The main purpose of the Neuron is to store the values that flow through the neural network. They also do a bit of processing through the use of an Activation function. The activation function is quite an important feature of the neural network. It essentially enables the neuron to make decisions (yes/no and greyzone) based on the values provided to them. The other feature of activation functions is the ability to map values of infinite size to a range of 0 to 1. We will be using the Sigmoid function.
The neuron accumulates signals from one or more connections, adds a bias value, and then sends this value through the activation function to produce a neuron output.
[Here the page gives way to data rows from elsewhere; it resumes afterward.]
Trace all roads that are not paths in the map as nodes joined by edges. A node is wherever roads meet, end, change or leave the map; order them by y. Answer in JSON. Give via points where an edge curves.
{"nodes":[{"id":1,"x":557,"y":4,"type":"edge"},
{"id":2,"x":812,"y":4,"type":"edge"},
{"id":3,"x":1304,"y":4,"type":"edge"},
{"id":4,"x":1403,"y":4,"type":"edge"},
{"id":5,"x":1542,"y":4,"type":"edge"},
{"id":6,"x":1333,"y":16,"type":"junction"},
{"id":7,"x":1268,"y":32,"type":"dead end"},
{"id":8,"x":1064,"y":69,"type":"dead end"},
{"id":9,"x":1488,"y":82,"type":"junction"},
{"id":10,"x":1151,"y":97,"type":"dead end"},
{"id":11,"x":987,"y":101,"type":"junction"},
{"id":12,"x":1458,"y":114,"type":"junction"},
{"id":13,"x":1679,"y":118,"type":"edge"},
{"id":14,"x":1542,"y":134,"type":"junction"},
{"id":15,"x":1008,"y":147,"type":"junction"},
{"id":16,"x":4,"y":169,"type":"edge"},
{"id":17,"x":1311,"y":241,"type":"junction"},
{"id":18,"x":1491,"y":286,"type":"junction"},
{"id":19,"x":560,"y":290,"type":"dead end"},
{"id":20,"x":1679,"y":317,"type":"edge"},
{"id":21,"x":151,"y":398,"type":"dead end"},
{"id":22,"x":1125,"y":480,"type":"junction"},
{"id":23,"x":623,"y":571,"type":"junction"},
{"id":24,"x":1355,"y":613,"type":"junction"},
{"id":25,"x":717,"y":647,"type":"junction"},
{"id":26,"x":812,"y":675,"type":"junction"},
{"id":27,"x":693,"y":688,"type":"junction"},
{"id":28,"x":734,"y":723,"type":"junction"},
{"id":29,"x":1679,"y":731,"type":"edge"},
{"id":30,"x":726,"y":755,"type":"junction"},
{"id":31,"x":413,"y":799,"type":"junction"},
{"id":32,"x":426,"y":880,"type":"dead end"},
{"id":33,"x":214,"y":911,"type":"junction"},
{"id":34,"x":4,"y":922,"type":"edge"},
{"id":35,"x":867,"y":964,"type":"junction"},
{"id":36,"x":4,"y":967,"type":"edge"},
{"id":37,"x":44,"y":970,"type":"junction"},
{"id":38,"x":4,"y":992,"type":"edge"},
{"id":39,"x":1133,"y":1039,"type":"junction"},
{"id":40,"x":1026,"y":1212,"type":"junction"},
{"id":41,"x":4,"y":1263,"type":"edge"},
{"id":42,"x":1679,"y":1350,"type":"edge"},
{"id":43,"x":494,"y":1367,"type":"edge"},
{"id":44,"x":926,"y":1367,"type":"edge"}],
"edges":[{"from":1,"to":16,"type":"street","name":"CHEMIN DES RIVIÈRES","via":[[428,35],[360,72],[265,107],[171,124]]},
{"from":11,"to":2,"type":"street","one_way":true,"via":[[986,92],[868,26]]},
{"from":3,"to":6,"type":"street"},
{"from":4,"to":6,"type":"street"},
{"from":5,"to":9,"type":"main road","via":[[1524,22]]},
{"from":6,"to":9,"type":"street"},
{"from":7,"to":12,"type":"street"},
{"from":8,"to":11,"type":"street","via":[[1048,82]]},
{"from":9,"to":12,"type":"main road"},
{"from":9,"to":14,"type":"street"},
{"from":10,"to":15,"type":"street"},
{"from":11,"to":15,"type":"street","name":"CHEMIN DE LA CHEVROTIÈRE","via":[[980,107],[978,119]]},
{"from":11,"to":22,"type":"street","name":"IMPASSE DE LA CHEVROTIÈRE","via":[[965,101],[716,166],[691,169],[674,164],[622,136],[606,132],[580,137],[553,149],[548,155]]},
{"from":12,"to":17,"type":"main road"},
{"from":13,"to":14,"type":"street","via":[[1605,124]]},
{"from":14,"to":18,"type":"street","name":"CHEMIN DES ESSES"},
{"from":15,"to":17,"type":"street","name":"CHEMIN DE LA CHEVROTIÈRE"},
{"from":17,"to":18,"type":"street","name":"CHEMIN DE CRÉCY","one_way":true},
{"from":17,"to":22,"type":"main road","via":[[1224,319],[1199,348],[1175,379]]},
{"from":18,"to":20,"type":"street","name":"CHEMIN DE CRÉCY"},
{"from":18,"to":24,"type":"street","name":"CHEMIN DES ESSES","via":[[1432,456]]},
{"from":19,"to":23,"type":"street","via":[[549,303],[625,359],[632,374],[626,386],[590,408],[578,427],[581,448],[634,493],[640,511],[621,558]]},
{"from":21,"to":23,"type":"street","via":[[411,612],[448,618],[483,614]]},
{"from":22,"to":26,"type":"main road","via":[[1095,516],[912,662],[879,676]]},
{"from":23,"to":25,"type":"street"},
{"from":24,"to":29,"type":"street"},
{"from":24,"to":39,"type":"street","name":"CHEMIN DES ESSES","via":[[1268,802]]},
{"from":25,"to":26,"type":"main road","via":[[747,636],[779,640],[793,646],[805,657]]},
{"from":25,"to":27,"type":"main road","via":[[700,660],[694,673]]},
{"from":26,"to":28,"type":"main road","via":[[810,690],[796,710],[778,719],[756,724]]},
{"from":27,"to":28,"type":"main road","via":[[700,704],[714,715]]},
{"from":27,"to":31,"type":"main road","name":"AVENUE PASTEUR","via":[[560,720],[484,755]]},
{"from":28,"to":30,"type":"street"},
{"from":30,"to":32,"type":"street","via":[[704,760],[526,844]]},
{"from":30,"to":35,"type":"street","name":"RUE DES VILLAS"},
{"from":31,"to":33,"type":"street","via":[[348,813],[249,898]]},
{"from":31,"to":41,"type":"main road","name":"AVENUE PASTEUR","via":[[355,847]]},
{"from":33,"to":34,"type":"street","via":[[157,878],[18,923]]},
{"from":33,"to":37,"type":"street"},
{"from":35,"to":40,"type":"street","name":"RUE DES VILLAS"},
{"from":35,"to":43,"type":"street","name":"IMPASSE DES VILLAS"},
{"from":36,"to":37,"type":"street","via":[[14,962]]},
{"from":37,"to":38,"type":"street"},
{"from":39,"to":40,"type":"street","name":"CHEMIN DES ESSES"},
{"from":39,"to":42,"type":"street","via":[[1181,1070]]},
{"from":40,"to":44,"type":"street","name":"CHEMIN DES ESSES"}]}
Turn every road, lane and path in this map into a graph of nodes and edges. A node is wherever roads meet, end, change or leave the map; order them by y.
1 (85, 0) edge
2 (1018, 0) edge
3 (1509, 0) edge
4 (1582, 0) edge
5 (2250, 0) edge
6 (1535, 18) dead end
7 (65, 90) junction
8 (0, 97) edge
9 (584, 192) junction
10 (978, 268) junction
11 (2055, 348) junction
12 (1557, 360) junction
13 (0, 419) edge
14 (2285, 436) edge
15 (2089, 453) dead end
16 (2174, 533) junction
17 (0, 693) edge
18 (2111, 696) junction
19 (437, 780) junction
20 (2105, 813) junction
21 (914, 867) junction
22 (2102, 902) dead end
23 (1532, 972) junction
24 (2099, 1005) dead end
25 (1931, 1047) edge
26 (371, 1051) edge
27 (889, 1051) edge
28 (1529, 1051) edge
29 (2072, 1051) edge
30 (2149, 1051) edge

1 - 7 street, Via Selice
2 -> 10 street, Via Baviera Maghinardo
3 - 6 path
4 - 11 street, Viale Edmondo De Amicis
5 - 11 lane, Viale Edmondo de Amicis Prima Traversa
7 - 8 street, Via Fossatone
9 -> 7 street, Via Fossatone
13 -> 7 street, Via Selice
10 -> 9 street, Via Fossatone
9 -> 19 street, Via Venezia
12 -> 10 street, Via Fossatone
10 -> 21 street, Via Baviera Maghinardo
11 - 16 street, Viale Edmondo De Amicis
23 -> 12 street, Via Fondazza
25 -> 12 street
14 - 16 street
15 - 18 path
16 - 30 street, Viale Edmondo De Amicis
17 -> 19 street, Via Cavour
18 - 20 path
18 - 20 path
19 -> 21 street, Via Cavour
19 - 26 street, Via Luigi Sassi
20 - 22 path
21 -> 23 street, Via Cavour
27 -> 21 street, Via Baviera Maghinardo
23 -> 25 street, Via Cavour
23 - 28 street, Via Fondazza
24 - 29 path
Each neuron output will be within the range of 0 to 1 (due to the activation function).
So lets take a look at a single neuron with 2 connections (+ bias) feeding into it.
As seen below.
connEntry weight
Neuron.Connection1.connEntry = cEn1 Neuron.Connection1.weight = cW1
Neuron.Connection2.connEntry = cEn2 Neuron.Connection2.weight = cW2
Neuron.Bias.connEntry = bEn = 1 (always) Neuron.Bias.weight = bW
connExit
Neuron.Connection1.connExit = cEx1
Neuron.Connection2.connExit = cEx2
Neuron.Bias.connExit = bEx
You need to multiply the connEntry value by the weight to get the connExit value.
Connection #1:
cEx1 = cW1 x cEn1
Connection # 2:
cEx2 = cW2 x cEn2
Bias:
bEx = bW x 1
As you can see from the Bias calculation, the Bias.connEntry (bEn) value is always 1, which means that the Bias.connExit (bEx) value is always equal to the Bias.weight (bW) value.
The Neuron Input Value is equal to the sum of all the connExit values (cEx1 and cEx2 in this case) plus the bias (bEx), and can be represented by the following formula.
Neuron Input Value:
Neuron Input Value = cEx1 + cEx2 + bEx
or
Neuron Input Value = [cW1 x cEn1] + [cW2 x cEn2] + [bW x 1]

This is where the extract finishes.